Tuesday, July 3, 2012

Epic adventure in Scotland Day 2: Glasgow to Inverness

We left Glasgow and headed for the Valley of Glencoe, with a stop on the shores of Loch Lomond, just outside the city.  

[The shore of the loch.]

[We were stuck in traffic for a while, so I was able to take a pretty picture of a thistle.]

Glencoe is a stunningly beautiful valley in the Highlands, famous for a massacre in the 17th century.  In February 1692 a group of Red Coats were sheltered in the valley by members of the MacDonald clan, who had made a treaty with the English.  For nearly two weeks the clan fed and looked after the English throughout the valley.  Then, on the morning on February 13, the English betrayed the trust of their hosts.  Each soldier was ordered to rise early, before his or her hosts, and kill them.  It is one of the bloodiest, and most cowardly acts the Red Coats ever committed.

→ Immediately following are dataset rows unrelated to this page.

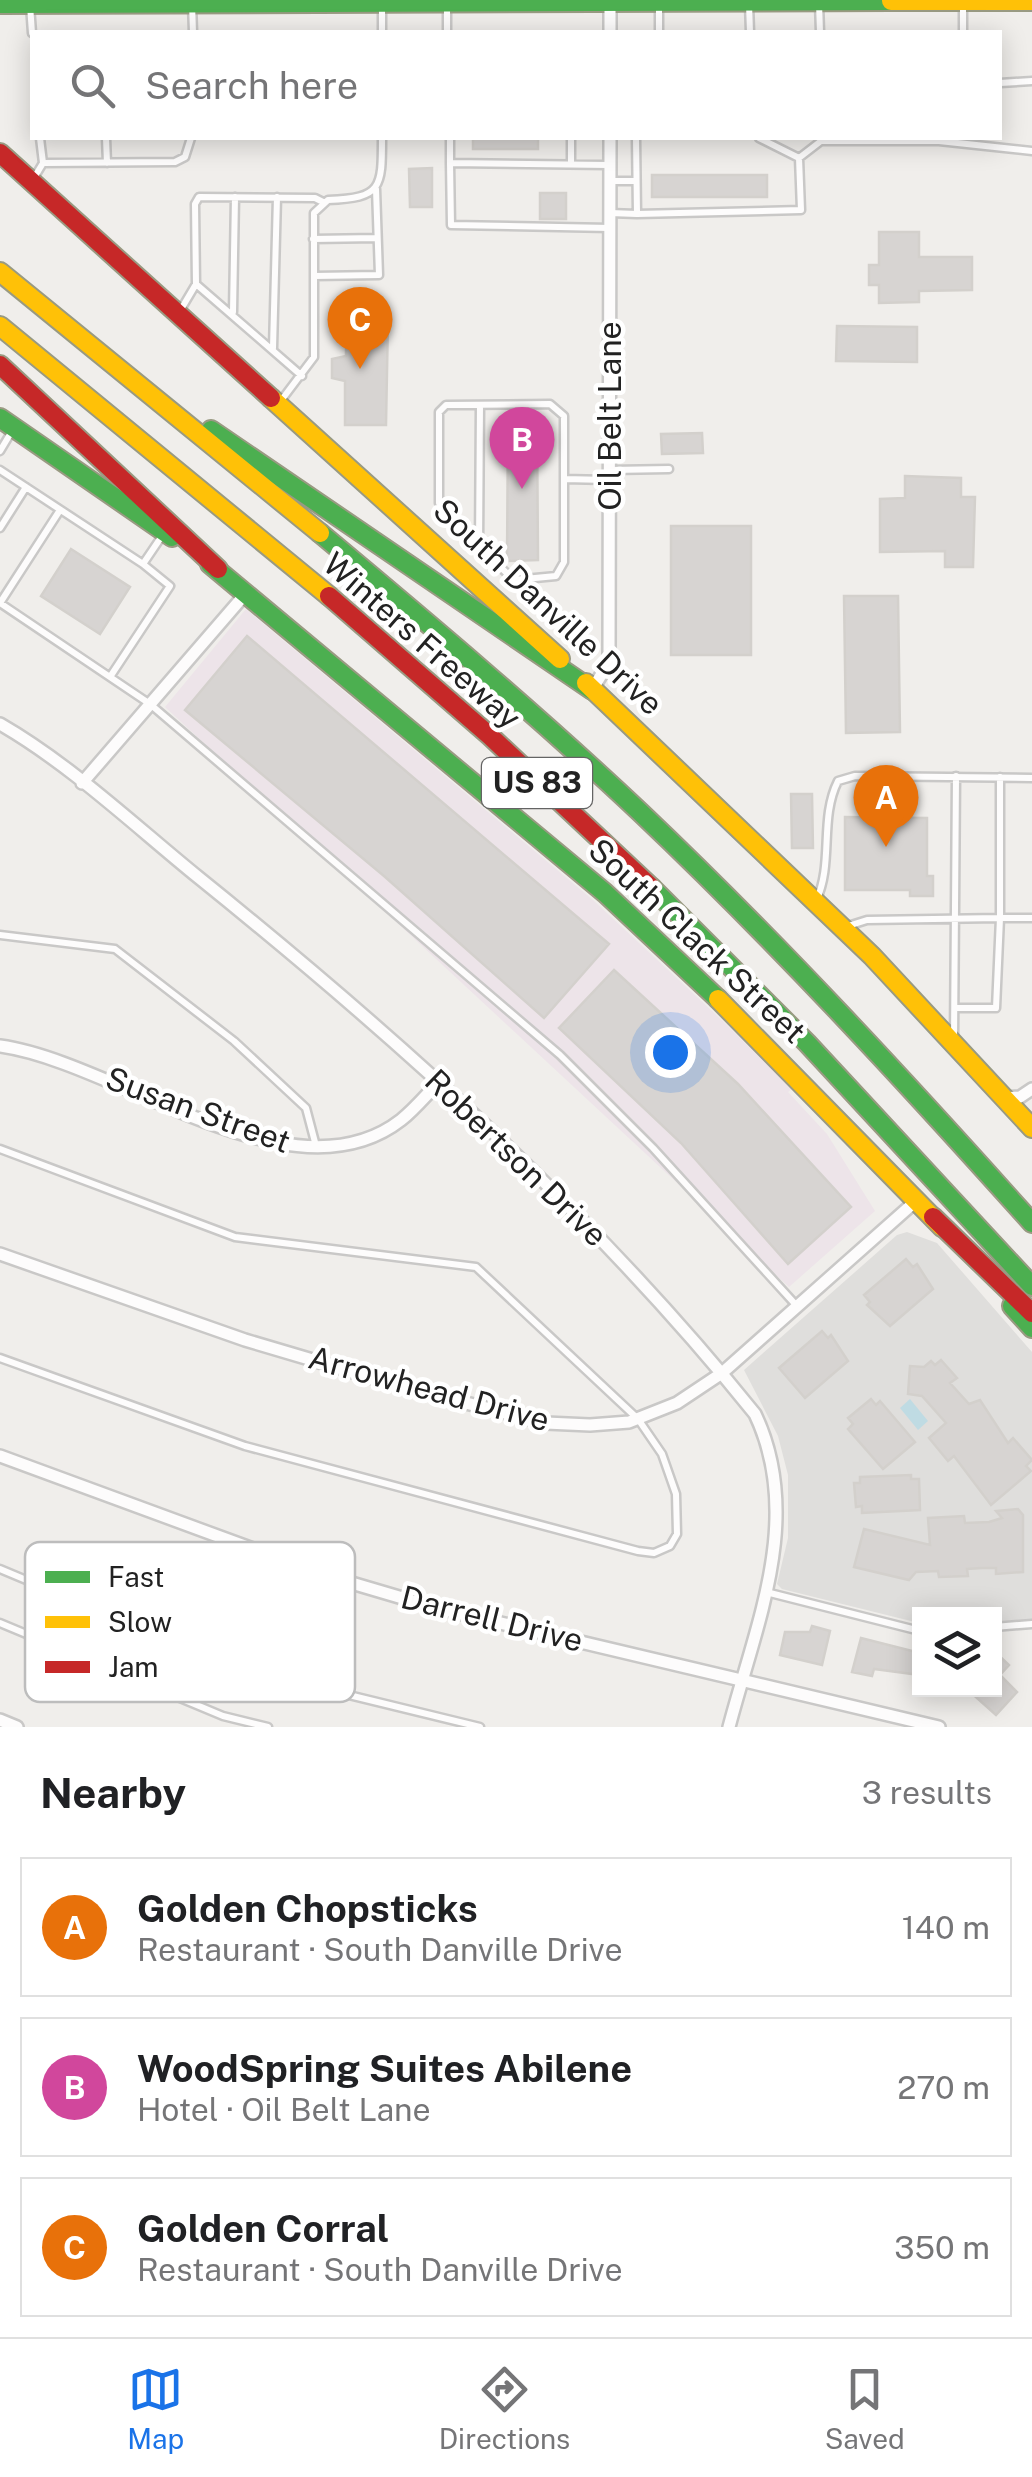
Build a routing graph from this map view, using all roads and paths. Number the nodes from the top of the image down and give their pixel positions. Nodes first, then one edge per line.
1 (412, 1) edge
2 (571, 1) edge
3 (727, 1) edge
4 (819, 1) edge
5 (963, 1) edge
6 (1032, 1) edge
7 (84, 2) edge
8 (134, 2) edge
9 (447, 2) junction
10 (610, 2) edge
11 (659, 2) edge
12 (749, 2) edge
13 (15, 3) edge
14 (382, 3) junction
15 (192, 4) junction
16 (30, 30) edge
17 (193, 30) edge
18 (382, 30) edge
19 (448, 30) edge
20 (610, 30) edge
21 (659, 30) edge
22 (750, 30) edge
23 (820, 30) edge
24 (963, 30) edge
25 (1002, 82) edge
26 (1032, 82) edge
27 (40, 140) edge
28 (106, 140) edge
29 (190, 140) edge
30 (382, 140) edge
31 (450, 140) edge
32 (571, 140) edge
33 (610, 140) edge
34 (636, 140) edge
35 (763, 140) edge
36 (1032, 151) edge
37 (0, 153) edge
38 (799, 158) junction
39 (43, 163) junction
40 (106, 163) junction
41 (450, 163) junction
42 (570, 164) junction
43 (610, 164) junction
44 (32, 181) junction
45 (610, 181) junction
46 (636, 181) junction
47 (376, 188) junction
48 (236, 197) junction
49 (277, 198) junction
50 (323, 202) junction
51 (610, 214) junction
52 (637, 214) junction
53 (610, 228) junction
54 (377, 238) junction
55 (313, 240) junction
56 (0, 272) edge
57 (314, 276) junction
58 (196, 284) junction
59 (179, 312) junction
60 (233, 312) junction
61 (0, 326) edge
62 (273, 348) junction
63 (0, 365) edge
64 (116, 367) junction
65 (302, 376) junction
66 (279, 402) junction
67 (480, 405) junction
68 (7, 423) edge
69 (0, 451) edge
70 (668, 469) dead end
71 (0, 470) edge
72 (610, 475) junction
73 (564, 479) junction
74 (26, 487) junction
75 (60, 510) junction
76 (0, 528) edge
77 (165, 532) junction
78 (478, 546) junction
79 (143, 564) junction
80 (218, 569) junction
81 (247, 592) junction
82 (0, 603) edge
83 (110, 676) junction
84 (592, 690) junction
85 (150, 704) junction
86 (0, 724) edge
87 (956, 776) junction
88 (1000, 777) junction
89 (1032, 778) edge
90 (82, 783) junction
91 (815, 903) junction
92 (956, 918) junction
93 (1000, 918) junction
94 (1032, 918) edge
95 (842, 928) junction
96 (0, 935) edge
97 (955, 1008) junction
98 (954, 1042) junction
99 (0, 1046) edge
100 (439, 1082) junction
101 (1032, 1089) edge
102 (1004, 1098) junction
103 (1032, 1128) edge
104 (316, 1148) junction
105 (0, 1149) edge
106 (916, 1200) junction
107 (934, 1217) junction
108 (1032, 1223) edge
109 (0, 1254) edge
110 (1032, 1286) edge
111 (796, 1305) junction
112 (1032, 1312) edge
113 (1032, 1328) edge
114 (0, 1358) edge
115 (722, 1373) junction
116 (638, 1419) junction
117 (0, 1456) edge
118 (234, 1542) edge
119 (0, 1568) edge
120 (25, 1579) edge
121 (355, 1584) edge
122 (765, 1591) junction
123 (0, 1623) edge
124 (1032, 1624) edge
125 (1002, 1626) edge
126 (912, 1629) edge
127 (25, 1633) edge
128 (742, 1680) junction
129 (355, 1697) edge
130 (190, 1702) edge
131 (0, 1720) edge
132 (16, 1727) edge
133 (268, 1727) edge
134 (480, 1727) edge
135 (729, 1727) edge
136 (939, 1727) edge

1 - 9 main road
1 - 14 main road
2 - 9 main road
2 - 10 main road
3 - 11 main road
3 - 12 main road
4 - 5 main road
4 - 12 main road
4 - 23 lane
5 - 6 main road
5 - 24 lane
7 - 8 main road
7 - 13 main road
8 - 15 main road
9 - 19 lane
10 - 11 main road
10 - 20 street
11 - 21 lane
12 - 22 lane
13 - 16 lane
14 - 15 main road
14 - 18 lane
15 - 17 lane
25 - 26 lane
27 - 39 lane
28 - 40 lane
29 - 40 lane
30 - 47 lane
31 - 41 lane
32 - 42 lane
33 - 43 street, Oil Belt Lane
34 - 46 lane
35 - 38 lane
36 - 38 lane
37 - 44 main road, South Danville Drive
38 - 52 lane
39 - 40 lane
39 - 44 lane
41 - 42 lane
41 - 53 lane
42 - 43 lane
43 - 45 street, Oil Belt Lane
44 - 59 main road, South Danville Drive
45 - 46 lane
45 - 51 street, Oil Belt Lane
46 - 52 lane
47 - 50 lane
47 - 54 lane
48 - 49 lane
48 - 58 lane
48 - 60 lane
49 - 50 lane
49 - 62 lane
50 - 55 lane
51 - 52 lane
51 - 53 street, Oil Belt Lane
53 - 72 street, Oil Belt Lane
54 - 55 lane
54 - 57 lane
55 - 57 lane
56 - 64 main road, Winters Freeway / US 83
57 - 65 lane
58 - 59 lane
58 - 60 lane
59 - 66 main road, South Danville Drive
60 - 62 lane
61 - 110 main road, Winters Freeway / US 83
62 - 65 lane
63 - 80 main road
64 - 84 main road
64 - 108 main road, Winters Freeway / US 83
65 - 66 lane
66 - 84 main road, South Danville Drive
67 - 73 lane
67 - 78 lane
67 - 78 lane
68 - 69 lane
68 - 77 main road, South Clack Street
70 - 72 lane
71 - 74 lane
72 - 73 lane
72 - 84 street, Oil Belt Lane
73 - 78 lane
74 - 75 lane
74 - 76 lane
75 - 79 lane
75 - 82 lane
77 - 79 lane
77 - 80 main road, South Clack Street
79 - 83 lane
80 - 81 main road, South Clack Street
81 - 85 street
81 - 106 main road, South Clack Street
82 - 83 lane
83 - 85 lane
84 - 91 main road, South Danville Drive
85 - 90 street
85 - 111 lane
86 - 90 street, Robertson Drive
87 - 88 lane
87 - 91 lane
87 - 92 lane
88 - 89 lane
88 - 93 lane
90 - 100 street, Robertson Drive
91 - 95 main road, South Danville Drive
92 - 93 lane
92 - 95 lane
92 - 97 lane
93 - 94 lane
93 - 97 lane
95 - 98 main road, South Danville Drive
96 - 104 lane
97 - 98 lane
98 - 102 main road, South Danville Drive
99 - 104 street, Susan Street
100 - 104 street, Susan Street
100 - 115 street, Robertson Drive
101 - 102 street
102 - 103 main road, South Danville Drive
105 - 116 lane
106 - 107 main road, South Clack Street
106 - 111 street, Arrowhead Drive
107 - 112 main road
107 - 113 main road, South Clack Street
109 - 116 street, Arrowhead Drive
111 - 115 street, Arrowhead Drive
114 - 116 lane
115 - 116 street, Arrowhead Drive
115 - 122 street, Robertson Drive
117 - 118 street, Darrell Drive
119 - 120 lane
121 - 128 street, Darrell Drive
122 - 126 lane
122 - 128 street, Robertson Drive
123 - 127 lane
124 - 125 lane
128 - 135 street, Robertson Drive
128 - 136 street, Darrell Drive
129 - 134 lane
130 - 133 lane
131 - 132 street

[Driving though The Valley of Glencoe.]

[One of the three sisters in the valley.]

 [Another of the three sisters.]

[I forget what we were tying to do here, but it looks funny/strange.]

[This is from the visitor's center.  As cute as a Hairy Coo is, I think a baby Hairy Coo is even cuter.]

[These flowers grew everywhere in the highlands; it felt like only these, and rhododendrons, grew up there.]

[We took a walk around the visitor's center.  It was only about 20 minutes, and was beautiful.  Everything about the area reminded me a lot of Western Washington.]

[Aren't we adorable?]

We took a tour of the visitor’s center and then headed for Loch Ness.  The Loch Ness Visitor and Exhibition Center was quite good, especially for a monster museum.  It was nice that it took a skeptical view of Nessie, rather than trying to make something enormous out of nothing/very little. The little village in which Nessie exhibits are located is very cute; it is called Drumnadrochit and caters to the Nessie-driven tourists is a surprisingly tasteful way.  It was not a Nessire-Pallooza, as I was expecting.
Just five minutes down the road from Drumnadrochit is Urquhart Castle.  

[This is one of the only shots I have from Loch Ness.  This is from the visitor center's AV show.]

A settlement has been on this site since at least 500AD, and possibly further back.  It is gorgeously situated, over-looking Loch Ness, and giving the best views of the Loch (loch, by the way, is Gaelic for lake, compare it to the Irish, 'lough').  The castle is just a shell now, having been blown up in the mid 18th century to prevent the Jacobites from taking control of it (I will write a brief summary of the Jacobite rebellion later).

[Urquhart Castle with Loch Ness in the background.]

[You can see the castle's citadel on the right, the long wall with the flag pole poking out.  The citadel is usually the strongest place in the castle, and used as the last line of defense, should the castle be sieged and the walls breeched.]

[A trebuchet on display in front of the castle.]

[The interior of the castle.]

[Do you see any monster's in the loch behind me?]

[This was part of the old kitchen, it now serves as a great place to use as a backdrop for pictures.]

[You cannot see it too well, but there was a massive storm coming in from the right, over the loch.]

[How appropriate.]

[This is probably my favorite picture from the castle. It feels so lonely and beautiful.]

[I have wanted my picture with this sign since first seeing it on TV a few years ago; I do not know why, perhaps it is my love of the tacky.]

[This is the visitor's center we actually went to (we did not go to the one above).]

[We ate in a nice little restaurant in the village, next to a large group of Germans, who apparently parked next to us.]

[In case you were wondering if people actually eat haggis, they do; here it is on the menu.  It might seem strange to most people (after, all it is the ground up internal organs of a sheep, mixed with spices and oatmeal and then boiled in a sheep's stomach), but is it really so different than many types of sausage?  And it must be good if it has been eaten for so long and is still very prevalent to this day; it is on almost every menu.  Four years ago my friend Emily tried it in Edinburgh, and she loved it.  She ate it twice, if I remember correctly.  If I were not a vegetarian I would have ordered it.]

Then on to Inverness, the northern most city in Britain.  Inverness is a small city, with a good feel to it.  We took a walk, recommended by the hostel, called the Queen’s Way Walk, that took us along the river, over the Ness islands and into the city.  We were very tired and so did not do much before going to bed.

[Inverness Castle.  The statue out front is of Flora MacDonald, who helped Bonnie Prince Charlie escape the country after the Battle of Culloden.  She supposedly dressed him as a woman to hide him from the English.]

[Remember I mentioned the rhododendrons? Well here is a picture.  All of them that I saw were the this same purple color, and many where easily over fifteen feet tall, if not twenty.  This was taken on the Ness Islands in Inverness]

[This is really a picture for my friend emma, who loves rabbits.  This little guy was eating grass in front of a church in Inverness, just a few meters from his hole.  He was only about the size of a kitten.]